**Problem**
Please repeat exactly the lines below from the one containing "position:relative; width:525px; height:2376px;" down to the one containing "height:4px; margin-top:-2px; transform-origin:0;", both included, and nothing else.

**Stored data entries**
= = = = = = =

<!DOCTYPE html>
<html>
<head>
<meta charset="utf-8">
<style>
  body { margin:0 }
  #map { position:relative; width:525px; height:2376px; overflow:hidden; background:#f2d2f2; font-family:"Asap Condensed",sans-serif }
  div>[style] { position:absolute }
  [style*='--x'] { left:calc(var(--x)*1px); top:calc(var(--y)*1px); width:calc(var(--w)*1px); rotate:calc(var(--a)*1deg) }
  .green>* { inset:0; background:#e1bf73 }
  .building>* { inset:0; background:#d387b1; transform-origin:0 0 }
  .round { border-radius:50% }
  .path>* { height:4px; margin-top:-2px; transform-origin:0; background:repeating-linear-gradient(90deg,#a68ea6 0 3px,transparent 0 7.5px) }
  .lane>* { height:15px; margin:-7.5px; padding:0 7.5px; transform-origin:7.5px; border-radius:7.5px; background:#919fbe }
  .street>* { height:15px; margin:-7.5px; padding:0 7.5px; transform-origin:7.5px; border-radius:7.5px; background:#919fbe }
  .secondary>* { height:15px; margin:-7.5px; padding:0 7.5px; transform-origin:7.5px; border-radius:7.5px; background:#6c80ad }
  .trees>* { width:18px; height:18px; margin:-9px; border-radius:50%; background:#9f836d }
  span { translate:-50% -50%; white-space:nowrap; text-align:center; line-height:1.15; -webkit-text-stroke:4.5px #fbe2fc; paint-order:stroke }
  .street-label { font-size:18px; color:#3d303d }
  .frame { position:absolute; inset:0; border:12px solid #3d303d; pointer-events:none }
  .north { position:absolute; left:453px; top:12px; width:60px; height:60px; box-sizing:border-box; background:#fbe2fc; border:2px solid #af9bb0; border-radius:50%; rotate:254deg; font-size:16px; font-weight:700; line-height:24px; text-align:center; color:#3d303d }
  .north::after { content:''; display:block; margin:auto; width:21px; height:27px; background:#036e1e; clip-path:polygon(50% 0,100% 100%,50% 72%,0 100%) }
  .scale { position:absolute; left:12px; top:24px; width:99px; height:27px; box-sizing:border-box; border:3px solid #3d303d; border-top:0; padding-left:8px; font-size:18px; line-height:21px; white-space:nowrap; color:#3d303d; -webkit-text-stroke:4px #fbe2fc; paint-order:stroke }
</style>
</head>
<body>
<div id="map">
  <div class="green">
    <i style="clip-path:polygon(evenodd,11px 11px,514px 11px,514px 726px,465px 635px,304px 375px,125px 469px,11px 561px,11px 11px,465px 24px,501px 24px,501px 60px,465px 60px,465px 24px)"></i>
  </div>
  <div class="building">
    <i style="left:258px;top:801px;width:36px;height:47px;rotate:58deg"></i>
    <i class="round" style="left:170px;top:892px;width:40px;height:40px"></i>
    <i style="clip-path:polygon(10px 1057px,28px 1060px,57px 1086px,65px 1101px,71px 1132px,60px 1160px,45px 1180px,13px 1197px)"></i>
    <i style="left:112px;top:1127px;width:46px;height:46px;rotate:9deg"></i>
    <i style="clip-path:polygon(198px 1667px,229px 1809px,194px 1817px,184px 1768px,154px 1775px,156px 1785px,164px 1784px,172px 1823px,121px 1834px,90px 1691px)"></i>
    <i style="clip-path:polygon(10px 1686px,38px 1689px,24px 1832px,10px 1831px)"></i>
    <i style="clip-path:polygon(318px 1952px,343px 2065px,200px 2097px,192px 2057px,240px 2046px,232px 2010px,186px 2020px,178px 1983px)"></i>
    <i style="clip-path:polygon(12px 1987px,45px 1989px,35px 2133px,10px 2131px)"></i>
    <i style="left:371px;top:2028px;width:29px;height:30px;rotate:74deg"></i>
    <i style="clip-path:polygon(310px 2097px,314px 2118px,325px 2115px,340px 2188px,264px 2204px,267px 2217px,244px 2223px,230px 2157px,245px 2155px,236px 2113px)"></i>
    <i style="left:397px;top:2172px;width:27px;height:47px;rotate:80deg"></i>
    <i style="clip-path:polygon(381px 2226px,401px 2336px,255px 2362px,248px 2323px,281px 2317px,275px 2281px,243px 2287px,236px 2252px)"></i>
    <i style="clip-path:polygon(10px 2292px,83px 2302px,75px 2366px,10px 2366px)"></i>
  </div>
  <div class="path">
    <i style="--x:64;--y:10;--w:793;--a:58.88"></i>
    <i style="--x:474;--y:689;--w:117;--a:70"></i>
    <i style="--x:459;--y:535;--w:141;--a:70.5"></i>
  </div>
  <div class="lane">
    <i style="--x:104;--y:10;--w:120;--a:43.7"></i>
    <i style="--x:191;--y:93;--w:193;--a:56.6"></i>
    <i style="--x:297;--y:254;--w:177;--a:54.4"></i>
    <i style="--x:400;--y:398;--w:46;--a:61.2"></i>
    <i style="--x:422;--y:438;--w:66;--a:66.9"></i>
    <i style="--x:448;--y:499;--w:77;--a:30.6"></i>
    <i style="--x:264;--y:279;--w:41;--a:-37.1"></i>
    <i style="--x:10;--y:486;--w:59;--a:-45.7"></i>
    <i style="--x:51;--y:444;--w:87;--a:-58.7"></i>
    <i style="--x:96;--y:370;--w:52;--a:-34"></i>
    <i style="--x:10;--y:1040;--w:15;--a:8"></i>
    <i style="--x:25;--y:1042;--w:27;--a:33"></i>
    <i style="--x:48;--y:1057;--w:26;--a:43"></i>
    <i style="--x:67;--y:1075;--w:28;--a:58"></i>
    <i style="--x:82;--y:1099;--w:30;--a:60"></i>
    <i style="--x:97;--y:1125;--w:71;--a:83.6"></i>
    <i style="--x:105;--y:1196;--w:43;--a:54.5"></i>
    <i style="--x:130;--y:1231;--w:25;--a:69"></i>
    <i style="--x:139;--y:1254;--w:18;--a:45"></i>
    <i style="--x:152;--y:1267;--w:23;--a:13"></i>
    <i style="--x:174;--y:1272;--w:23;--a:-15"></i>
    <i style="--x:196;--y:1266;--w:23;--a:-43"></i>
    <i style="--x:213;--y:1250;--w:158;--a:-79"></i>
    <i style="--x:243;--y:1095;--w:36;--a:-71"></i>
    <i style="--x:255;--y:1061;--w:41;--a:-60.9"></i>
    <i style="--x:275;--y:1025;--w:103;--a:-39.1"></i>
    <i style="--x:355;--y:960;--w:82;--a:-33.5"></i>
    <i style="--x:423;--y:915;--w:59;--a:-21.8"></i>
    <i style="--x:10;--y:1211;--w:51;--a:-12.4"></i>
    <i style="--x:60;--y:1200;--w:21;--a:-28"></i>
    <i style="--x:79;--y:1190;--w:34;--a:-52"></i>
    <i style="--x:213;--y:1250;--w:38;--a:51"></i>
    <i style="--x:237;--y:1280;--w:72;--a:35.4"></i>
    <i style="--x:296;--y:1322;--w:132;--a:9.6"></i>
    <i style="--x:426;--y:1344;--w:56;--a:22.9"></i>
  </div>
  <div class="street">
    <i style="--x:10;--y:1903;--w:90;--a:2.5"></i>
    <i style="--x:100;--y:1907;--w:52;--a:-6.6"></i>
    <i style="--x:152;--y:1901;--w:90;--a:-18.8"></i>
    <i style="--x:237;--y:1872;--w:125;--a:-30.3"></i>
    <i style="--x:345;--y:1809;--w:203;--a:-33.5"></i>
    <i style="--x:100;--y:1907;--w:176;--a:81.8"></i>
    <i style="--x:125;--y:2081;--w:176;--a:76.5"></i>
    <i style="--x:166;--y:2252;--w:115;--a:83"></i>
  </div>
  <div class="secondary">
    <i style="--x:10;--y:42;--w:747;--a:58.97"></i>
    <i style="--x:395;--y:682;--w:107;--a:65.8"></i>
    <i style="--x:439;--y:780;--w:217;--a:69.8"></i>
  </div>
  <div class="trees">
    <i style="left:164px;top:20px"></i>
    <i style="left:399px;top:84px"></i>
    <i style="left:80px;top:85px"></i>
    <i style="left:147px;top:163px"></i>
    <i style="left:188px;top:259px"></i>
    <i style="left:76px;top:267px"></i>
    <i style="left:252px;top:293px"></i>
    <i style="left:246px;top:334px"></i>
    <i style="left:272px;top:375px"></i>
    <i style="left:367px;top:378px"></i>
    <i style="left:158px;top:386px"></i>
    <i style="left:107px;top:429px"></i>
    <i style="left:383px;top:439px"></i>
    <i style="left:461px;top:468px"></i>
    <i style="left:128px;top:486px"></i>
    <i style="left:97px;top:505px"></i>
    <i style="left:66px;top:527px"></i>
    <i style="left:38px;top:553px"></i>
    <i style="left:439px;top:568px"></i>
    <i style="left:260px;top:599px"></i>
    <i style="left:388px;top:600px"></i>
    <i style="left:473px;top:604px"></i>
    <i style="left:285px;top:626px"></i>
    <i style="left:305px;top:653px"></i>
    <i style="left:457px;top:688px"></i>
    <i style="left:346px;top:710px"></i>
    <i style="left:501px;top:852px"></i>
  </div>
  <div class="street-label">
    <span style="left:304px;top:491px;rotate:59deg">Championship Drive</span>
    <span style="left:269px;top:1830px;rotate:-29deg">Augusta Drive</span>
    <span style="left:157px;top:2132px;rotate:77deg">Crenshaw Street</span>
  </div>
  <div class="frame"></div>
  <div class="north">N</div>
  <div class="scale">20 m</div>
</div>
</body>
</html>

= = = = = = =

**Exercise output**
  #map { position:relative; width:525px; height:2376px; overflow:hidden; background:#f2d2f2; font-family:"Asap Condensed",sans-serif }
  div>[style] { position:absolute }
  [style*='--x'] { left:calc(var(--x)*1px); top:calc(var(--y)*1px); width:calc(var(--w)*1px); rotate:calc(var(--a)*1deg) }
  .green>* { inset:0; background:#e1bf73 }
  .building>* { inset:0; background:#d387b1; transform-origin:0 0 }
  .round { border-radius:50% }
  .path>* { height:4px; margin-top:-2px; transform-origin:0; background:repeating-linear-gradient(90deg,#a68ea6 0 3px,transparent 0 7.5px) }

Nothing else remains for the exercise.